Stored data
____________
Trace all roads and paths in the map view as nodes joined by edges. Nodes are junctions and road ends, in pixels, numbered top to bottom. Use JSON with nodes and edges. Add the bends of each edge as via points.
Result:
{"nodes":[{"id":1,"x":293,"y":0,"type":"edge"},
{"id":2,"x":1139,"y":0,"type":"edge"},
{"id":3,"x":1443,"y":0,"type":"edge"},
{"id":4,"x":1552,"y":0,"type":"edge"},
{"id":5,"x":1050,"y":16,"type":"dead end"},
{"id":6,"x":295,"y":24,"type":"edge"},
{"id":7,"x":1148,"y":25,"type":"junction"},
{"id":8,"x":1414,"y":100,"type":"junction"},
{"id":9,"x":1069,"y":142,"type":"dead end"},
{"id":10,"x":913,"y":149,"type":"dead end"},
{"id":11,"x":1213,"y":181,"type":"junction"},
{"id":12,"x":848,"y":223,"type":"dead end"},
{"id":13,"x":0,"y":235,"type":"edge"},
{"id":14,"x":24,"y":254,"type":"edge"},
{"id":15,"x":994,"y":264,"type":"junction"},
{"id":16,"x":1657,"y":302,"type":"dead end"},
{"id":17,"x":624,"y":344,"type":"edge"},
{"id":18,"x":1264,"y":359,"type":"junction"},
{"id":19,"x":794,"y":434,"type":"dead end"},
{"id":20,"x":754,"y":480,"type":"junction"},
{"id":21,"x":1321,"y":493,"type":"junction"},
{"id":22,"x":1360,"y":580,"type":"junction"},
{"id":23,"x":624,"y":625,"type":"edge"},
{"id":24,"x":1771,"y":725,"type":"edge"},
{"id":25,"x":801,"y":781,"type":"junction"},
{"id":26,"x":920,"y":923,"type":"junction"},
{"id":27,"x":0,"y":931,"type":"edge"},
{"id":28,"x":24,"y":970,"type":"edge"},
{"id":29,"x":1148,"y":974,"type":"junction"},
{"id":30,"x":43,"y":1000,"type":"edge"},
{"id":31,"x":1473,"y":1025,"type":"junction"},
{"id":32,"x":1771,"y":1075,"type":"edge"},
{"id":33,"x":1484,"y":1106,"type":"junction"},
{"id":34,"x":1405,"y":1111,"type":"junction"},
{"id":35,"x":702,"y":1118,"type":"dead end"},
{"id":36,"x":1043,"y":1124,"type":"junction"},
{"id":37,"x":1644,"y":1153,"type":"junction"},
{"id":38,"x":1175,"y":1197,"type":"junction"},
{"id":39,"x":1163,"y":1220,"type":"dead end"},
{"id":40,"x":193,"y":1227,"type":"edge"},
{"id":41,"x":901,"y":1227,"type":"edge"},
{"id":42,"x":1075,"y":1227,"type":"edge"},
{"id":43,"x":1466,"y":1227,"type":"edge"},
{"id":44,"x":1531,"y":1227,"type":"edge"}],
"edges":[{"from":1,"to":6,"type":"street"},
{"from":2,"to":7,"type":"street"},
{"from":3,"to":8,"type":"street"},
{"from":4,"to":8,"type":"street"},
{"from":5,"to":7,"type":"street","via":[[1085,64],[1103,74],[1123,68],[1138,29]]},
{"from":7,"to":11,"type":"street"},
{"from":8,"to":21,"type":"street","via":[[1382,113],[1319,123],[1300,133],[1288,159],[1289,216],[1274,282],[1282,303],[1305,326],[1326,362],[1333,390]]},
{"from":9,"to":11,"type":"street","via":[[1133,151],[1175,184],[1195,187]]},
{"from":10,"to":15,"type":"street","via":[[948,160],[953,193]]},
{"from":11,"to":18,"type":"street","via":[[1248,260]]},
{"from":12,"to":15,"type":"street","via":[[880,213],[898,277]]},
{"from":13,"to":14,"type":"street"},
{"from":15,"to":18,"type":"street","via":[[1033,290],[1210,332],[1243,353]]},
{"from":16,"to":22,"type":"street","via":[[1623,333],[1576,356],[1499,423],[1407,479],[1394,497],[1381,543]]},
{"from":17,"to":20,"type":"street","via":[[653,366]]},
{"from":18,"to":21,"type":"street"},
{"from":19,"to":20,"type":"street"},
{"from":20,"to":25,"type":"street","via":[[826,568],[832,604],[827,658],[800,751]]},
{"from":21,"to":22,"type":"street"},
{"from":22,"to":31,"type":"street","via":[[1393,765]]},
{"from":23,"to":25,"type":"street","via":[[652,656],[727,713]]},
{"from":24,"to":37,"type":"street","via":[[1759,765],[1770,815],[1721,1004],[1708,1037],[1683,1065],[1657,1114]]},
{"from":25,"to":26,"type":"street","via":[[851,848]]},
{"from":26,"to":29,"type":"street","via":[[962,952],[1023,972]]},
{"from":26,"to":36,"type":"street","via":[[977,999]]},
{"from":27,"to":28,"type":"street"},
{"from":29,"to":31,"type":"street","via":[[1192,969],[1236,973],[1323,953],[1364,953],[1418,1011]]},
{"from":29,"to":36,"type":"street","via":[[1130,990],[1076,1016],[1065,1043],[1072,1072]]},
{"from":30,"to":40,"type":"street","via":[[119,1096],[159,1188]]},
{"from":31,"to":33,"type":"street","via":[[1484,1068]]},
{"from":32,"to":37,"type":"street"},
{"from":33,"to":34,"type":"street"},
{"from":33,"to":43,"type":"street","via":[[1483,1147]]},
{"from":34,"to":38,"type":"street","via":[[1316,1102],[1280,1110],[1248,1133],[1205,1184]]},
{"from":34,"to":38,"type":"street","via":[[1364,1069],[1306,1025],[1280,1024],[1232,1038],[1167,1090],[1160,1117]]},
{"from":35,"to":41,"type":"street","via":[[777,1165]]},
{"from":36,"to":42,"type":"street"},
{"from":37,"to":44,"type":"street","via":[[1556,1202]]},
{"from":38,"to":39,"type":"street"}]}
____________
TASK STATEMENT: All lines above that hold the string "dead" should be copied.

OUTPUT OF THE EXERCISE:
{"id":5,"x":1050,"y":16,"type":"dead end"},
{"id":9,"x":1069,"y":142,"type":"dead end"},
{"id":10,"x":913,"y":149,"type":"dead end"},
{"id":12,"x":848,"y":223,"type":"dead end"},
{"id":16,"x":1657,"y":302,"type":"dead end"},
{"id":19,"x":794,"y":434,"type":"dead end"},
{"id":35,"x":702,"y":1118,"type":"dead end"},
{"id":39,"x":1163,"y":1220,"type":"dead end"},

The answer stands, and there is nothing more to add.